*** Material for this exercise ***
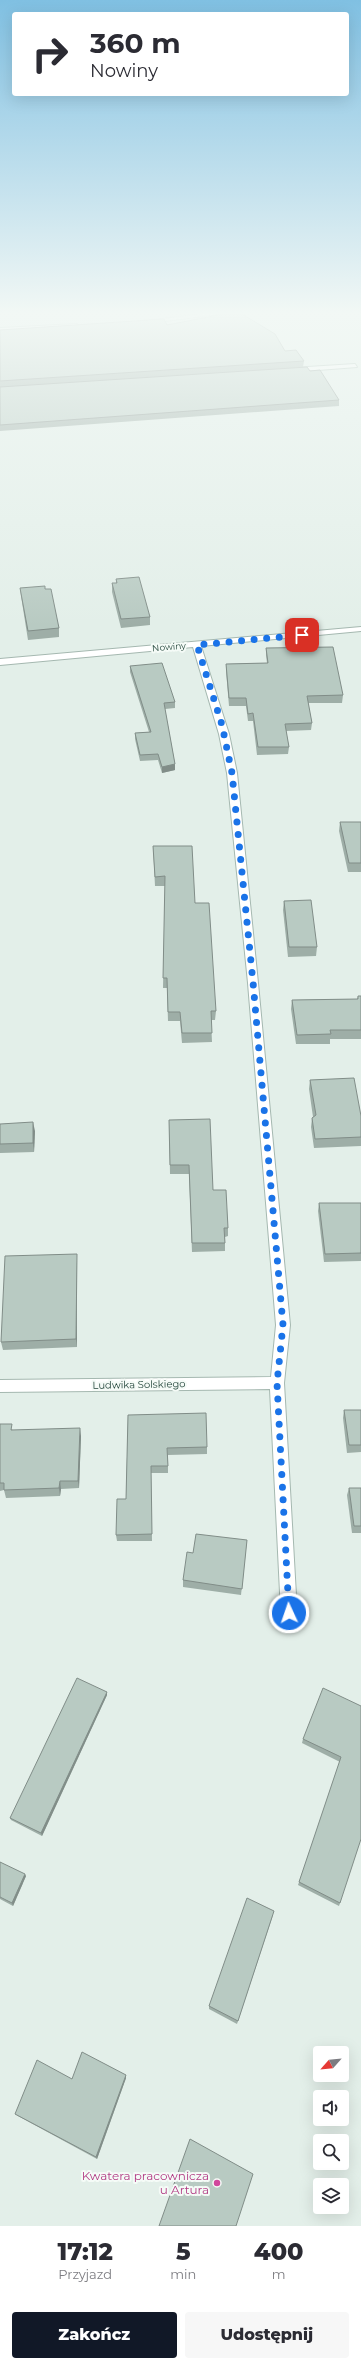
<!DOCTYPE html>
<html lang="pl">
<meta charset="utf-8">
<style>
:root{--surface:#fff;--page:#f7f7f7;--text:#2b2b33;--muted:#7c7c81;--accent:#111827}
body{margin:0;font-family:Montserrat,sans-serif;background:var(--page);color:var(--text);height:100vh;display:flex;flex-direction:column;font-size:15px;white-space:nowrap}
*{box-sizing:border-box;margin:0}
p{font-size:13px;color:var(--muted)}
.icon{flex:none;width:22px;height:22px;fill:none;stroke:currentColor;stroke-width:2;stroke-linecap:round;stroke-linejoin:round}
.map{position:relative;height:2226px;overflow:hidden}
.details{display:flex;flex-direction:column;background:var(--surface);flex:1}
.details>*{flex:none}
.banner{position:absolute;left:12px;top:12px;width:337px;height:84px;border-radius:4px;box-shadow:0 4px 16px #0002;background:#fff;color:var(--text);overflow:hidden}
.needle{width:26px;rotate:243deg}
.controls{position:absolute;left:313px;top:2046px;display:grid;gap:8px}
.controls a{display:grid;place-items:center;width:36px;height:36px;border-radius:4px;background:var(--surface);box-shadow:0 4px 16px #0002;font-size:20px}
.pin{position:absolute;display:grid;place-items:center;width:34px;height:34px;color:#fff;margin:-17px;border-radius:8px;box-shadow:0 2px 6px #0006}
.me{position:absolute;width:44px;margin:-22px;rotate:357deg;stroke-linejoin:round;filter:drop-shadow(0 0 3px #0008)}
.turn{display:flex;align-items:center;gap:14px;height:84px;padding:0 12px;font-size:18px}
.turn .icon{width:52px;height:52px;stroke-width:2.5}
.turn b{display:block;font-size:28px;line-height:34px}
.eta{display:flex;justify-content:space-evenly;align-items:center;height:68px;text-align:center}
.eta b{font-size:24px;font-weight:800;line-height:28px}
.button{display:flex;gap:8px;margin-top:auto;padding:8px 12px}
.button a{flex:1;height:46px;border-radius:4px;background:var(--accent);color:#fff;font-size:16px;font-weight:800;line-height:46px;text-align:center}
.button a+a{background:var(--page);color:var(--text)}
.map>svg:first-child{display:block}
</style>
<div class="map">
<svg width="361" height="2226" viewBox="0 0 361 2226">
<rect width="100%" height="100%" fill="#e3efe9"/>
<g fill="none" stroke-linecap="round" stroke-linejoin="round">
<!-- minor casing -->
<g stroke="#a5b8b0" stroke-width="2">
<g id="minor">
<polygon points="202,314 220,314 149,323 146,321"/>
<polygon points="77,324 75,327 0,332 0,328"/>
<polygon points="355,364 357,367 292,372 289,370 292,368"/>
<polygon points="361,627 361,631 201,646 229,734 237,773 258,983 290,1325 284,1383 297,1613 295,1619 289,1621 283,1619 281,1613 270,1389 0,1392 0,1380 271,1377 276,1325 248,983 227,773 219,734 193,647 0,665 0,659"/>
</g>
</g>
<!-- minor -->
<use href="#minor" fill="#fff" fill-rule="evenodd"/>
</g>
<!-- wall -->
<g fill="#9eaea7">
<polygon points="167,325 285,351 304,361 303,367 310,371 339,400 339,406 0,431 0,330"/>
<polygon points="116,579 150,617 150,625 121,628 112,592 112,583 116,583"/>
<polygon points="20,588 45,589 59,628 59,637 28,640 21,596"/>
<polygon points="266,648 343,695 342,703 308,703 312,723 311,730 286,731 289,747 288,754 257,755 253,721 248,721 246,706 229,706 226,671 226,664 267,663 266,655"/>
<polygon points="130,666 175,702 175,708 165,709 175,764 175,770 162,773 158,760 140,761 135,739 135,733 149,732 130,672"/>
<polygon points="340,822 361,822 361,872 348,872 339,831"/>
<polygon points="153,846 195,903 216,1011 215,1020 211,1020 212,1042 182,1043 180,1021 168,1021 167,988 163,988 165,886 155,886"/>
<polygon points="284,901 317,947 316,956 288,957 283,910"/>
<polygon points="358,996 361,996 361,1039 330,1039 330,1044 296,1044 291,1009 292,1000 357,999"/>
<polygon points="310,1080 361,1116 361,1146 314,1148 311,1127 312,1118 313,1117 309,1089"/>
<polygon points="169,1120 213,1190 228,1228 228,1236 225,1237 225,1251 192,1252 189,1174 170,1174"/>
<polygon points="0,1124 35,1131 34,1152 0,1153"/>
<polygon points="319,1203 361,1203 361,1261 324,1262 318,1211"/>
<polygon points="77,1262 77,1347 3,1350 1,1342"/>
<polygon points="344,1410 361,1410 361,1452 347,1453 343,1418"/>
<polygon points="128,1415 207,1447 207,1454 168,1455 168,1473 151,1473 152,1541 117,1541 116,1535 126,1499"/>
<polygon points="0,1424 13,1430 81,1436 79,1488 61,1489 60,1496 6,1498 4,1490 0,1491"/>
<polygon points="349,1488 361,1488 361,1533 352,1533 347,1495"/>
<polygon points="247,1540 241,1595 183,1587 183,1580 193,1553"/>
<polygon points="107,1692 107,1695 42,1836 11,1820 10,1818"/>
<polygon points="361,1706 340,1903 339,1906 298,1885 340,1762 302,1743 303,1739"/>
<polygon points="0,1862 26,1876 13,1906 0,1899"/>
<polygon points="273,1915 237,2024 209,2009 209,2006"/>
<polygon points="126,2075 126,2078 97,2159 18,2116 15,2114 72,2079"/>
</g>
<!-- shaded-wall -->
<g fill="#818d88">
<polygon points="175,764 175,770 162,773 162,767"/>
<polygon points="33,1122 35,1131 34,1152 33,1143"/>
<polygon points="77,1254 77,1347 76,1339"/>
<polygon points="80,1428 81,1436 79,1488 78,1481"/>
<polygon points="60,1481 61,1489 60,1496 59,1488"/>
<polygon points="107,1692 107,1695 42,1836 41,1833"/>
<polygon points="25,1874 26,1876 13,1906 12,1903"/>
<polygon points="126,2075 126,2078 97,2159 96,2157"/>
</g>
<!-- building -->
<g fill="#b8cac2" stroke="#818d88">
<polygon points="224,314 242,314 275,334 285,351 296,350 304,361 0,381 0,330 164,319 167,325"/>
<polygon points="307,367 310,371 320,370 339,400 0,425 0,387"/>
<polygon points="139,577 150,617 121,619 112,583 117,583 116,579"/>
<polygon points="45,586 45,589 51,589 59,628 28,631 20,588"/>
<polygon points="333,647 343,695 307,696 312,723 285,724 289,747 258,747 253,713 248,714 246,698 229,698 226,664 268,663 266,648"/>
<polygon points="162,663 175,702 164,703 175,764 162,767 158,754 140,755 135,733 151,732 130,666"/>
<polygon points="340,822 361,822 361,863 349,863"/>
<polygon points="153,846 192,846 195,903 209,903 216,1011 211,1011 212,1033 182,1033 180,1012 168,1012 167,978 163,978 165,876 155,877"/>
<polygon points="311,900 317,947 289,947 284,901"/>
<polygon points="358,996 361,996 361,1030 330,1030 331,1034 297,1035 292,1000 358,999"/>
<polygon points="354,1078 361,1116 361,1137 315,1139 312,1118 316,1115 310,1080"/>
<polygon points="210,1119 213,1190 226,1190 228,1228 224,1228 225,1243 192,1243 189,1165 170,1165 169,1120"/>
<polygon points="33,1122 33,1143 0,1144 0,1124"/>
<polygon points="319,1203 361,1203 361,1253 325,1254"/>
<polygon points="77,1254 76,1339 1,1342 5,1256"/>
<polygon points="344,1410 361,1410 361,1445 349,1445"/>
<polygon points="206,1413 207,1447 167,1448 168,1466 151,1466 152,1534 116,1535 117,1499 126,1499 128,1415"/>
<polygon points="0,1424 12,1424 11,1430 80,1428 78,1481 60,1481 59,1488 4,1490 4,1483 0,1483"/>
<polygon points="349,1488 361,1488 361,1526 354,1526"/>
<polygon points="196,1534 247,1540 242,1589 183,1580 187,1552 193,1553"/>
<polygon points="77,1678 107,1692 41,1833 10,1818"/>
<polygon points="323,1688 361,1706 361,1839 340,1903 299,1882 341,1757 303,1739"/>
<polygon points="0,1862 25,1874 12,1903 0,1897"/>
<polygon points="247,1898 274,1911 238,2021 209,2006"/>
<polygon points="82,2052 126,2075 96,2157 15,2114 37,2060 72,2079"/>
<polygon points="190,2139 253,2174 236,2226 159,2226"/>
</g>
<!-- sky -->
<linearGradient id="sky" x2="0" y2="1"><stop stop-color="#80c0e2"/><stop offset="0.5" stop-color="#f2f8f5"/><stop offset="1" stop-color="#f2f8f5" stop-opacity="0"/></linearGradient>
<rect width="361" height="626" fill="url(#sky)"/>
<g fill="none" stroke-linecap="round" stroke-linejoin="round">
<!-- route -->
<polyline stroke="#1a73e8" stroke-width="7" stroke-dasharray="0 12.6" points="289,1613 277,1383 283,1325 253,982 232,773 222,725 197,645 302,635"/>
</g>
<!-- markers -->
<circle fill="#d1479c" stroke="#f5fbf7" stroke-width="1.5" cx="217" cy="2183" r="4"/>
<g text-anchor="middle" stroke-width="4" stroke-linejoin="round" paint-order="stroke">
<!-- far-street labels -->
<g font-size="9" fill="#204338" stroke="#f5fbf7">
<text transform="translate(169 647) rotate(-5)" y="3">Nowiny</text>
</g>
<!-- street labels -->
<g font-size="10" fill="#204338" stroke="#f5fbf7">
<text transform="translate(139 1384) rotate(-1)" y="4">Ludwika Solskiego</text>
</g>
<!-- near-hotel labels -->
<g font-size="12" fill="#b23c85" stroke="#f5fbf7" text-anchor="end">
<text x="209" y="2180">Kwatera pracownicza<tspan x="209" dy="14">u Artura</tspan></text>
</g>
</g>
</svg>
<div class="controls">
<a><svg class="needle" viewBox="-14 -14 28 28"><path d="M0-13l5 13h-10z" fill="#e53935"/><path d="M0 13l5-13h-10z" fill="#7c7c81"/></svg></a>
<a><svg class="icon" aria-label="sound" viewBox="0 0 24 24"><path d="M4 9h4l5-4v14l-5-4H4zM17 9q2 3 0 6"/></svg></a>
<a><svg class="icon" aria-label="search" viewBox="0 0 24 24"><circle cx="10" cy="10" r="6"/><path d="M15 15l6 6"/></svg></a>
<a><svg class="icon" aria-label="layers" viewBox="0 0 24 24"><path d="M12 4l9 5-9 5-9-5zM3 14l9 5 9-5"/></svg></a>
</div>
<div class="pin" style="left:302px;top:635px;background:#d93025"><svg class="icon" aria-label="arrive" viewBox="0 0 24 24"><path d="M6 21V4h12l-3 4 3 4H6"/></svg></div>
<svg class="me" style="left:289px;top:1613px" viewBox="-20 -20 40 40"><circle r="17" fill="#1a73e8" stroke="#fff" stroke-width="3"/><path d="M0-11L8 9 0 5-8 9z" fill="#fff"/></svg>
<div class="banner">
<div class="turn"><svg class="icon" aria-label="right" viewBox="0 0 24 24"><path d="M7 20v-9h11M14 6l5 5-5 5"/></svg><div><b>360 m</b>Nowiny</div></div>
</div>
</div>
<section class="details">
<div class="eta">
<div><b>17:12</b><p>Przyjazd</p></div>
<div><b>5</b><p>min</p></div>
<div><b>400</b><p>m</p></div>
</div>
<div class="button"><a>Zakończ</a><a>Udostępnij</a></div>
</section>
*** End of Material for this exercise ***
- What needs to be done
Return one number, the count of lines in the records holding the word "hidden".

- Response
2